Something I’ve done that you haven’t

Many years ago, while bowling, I knocked pins down in the next lane over.

Oh, yeah. You got nothin’ on me.

Nursing a Blue

We’ve all had the blues. Its a special sort of sadness, a reflective melancholy that does not particularly want to be consoled. From the blues comes a deeper understanding of the world and of who we are. The blues are a window to truth, the time when your brain is naked, when the darkness presses in, asking questions you don’t want to answer.

I have been nursing a blue for about a week now. Just a singular blue, not enough to be crippling or debilitating, just enough to imbue my characters with the pathos that allows a reader to like them. Just enough sadness to make joy feel tenuous, and life an act of courage. The best characters are wounded, birds with broken wings that cannot be healed, but if they can’t fly, they still walk, and perhaps in the end they learn that flight is not about wings at all. Those are my favorite stories.

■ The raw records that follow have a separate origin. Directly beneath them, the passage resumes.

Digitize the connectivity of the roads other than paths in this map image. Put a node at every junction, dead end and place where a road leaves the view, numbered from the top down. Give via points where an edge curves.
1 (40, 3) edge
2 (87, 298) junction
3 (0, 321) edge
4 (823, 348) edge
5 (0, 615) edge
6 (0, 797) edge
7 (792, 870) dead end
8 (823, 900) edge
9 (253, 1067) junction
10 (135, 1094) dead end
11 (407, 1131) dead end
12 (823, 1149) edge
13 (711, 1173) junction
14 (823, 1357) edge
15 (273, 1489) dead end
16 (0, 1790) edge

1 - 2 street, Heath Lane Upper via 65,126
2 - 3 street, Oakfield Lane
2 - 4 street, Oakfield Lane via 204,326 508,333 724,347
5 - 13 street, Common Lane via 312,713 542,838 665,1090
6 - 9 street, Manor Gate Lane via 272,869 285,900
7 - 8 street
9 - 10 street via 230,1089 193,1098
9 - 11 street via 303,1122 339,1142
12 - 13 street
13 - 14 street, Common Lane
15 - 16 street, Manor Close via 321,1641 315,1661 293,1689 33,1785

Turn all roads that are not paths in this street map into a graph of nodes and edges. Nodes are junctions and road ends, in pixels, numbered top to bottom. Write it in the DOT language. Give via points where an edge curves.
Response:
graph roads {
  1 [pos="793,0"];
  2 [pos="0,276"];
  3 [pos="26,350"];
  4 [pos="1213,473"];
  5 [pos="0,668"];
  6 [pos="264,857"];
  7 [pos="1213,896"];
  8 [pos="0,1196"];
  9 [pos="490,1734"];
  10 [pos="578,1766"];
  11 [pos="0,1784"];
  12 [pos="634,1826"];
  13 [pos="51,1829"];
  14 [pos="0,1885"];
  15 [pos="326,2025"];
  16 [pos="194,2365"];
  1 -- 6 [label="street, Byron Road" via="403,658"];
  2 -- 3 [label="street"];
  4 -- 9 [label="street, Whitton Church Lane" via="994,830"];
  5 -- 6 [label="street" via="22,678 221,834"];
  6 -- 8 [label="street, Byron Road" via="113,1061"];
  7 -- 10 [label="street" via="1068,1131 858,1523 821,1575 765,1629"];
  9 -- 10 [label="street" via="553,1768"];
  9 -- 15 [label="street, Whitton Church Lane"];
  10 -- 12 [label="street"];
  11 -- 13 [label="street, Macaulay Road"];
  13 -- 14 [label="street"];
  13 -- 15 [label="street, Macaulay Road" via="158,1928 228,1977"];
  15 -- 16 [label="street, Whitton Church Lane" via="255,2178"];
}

So for the last few days I’ve been riding this blue, keeping it alive (though I suspect I have no control over it at all), and writing every waking moment. Soup Boy reminded me to eat yesterday. Before that, I think there were days when I lost some weight. I have been consumed by this blue, and I have eaten it alive and sucked every last morsel of sadness from it.

The blue is fading now; I write this from a reverberation, the last echo of the bell over the graveyard.

Just So

I had brunch with Graybeard the other day, at a place popular with Americans. They serve big American breakfasts on the weekends, and that is always a Good Thing. Mmmm… Big Brain Scramble!

After we ordered the waitress brought us our utensils and napkins. Exactly two napkins. Graybeard, as you might guess, has a long, gray beard, and he likes extra napkins to keep it clean. He made a comment about how cheap the Czechs are, only bringing one napkin per person, but on reflection I think he’s missing something about Czech culture.

The czechs as a group are craftsmen. Do not confuse this with industrious or efficient, but in the little daily tasks most czechs I know like things to be just so. Rather than provide some napkins, the waitress will carefully count out the correct number. Not out of cheapness, but out of rightness.

I doubt this attitude would carry over to a repetitious task like working in a manufacturing plant. There’s little opportunity for craftsmanship there, and other czech habits, like drinking beer with breakfast, would probably reduce productivity. Where I would hire a czech would be for something that required skill and patience, but the deadlines could be a little looser. Perhaps manufacturing high-end musical instruments, or glass blowing.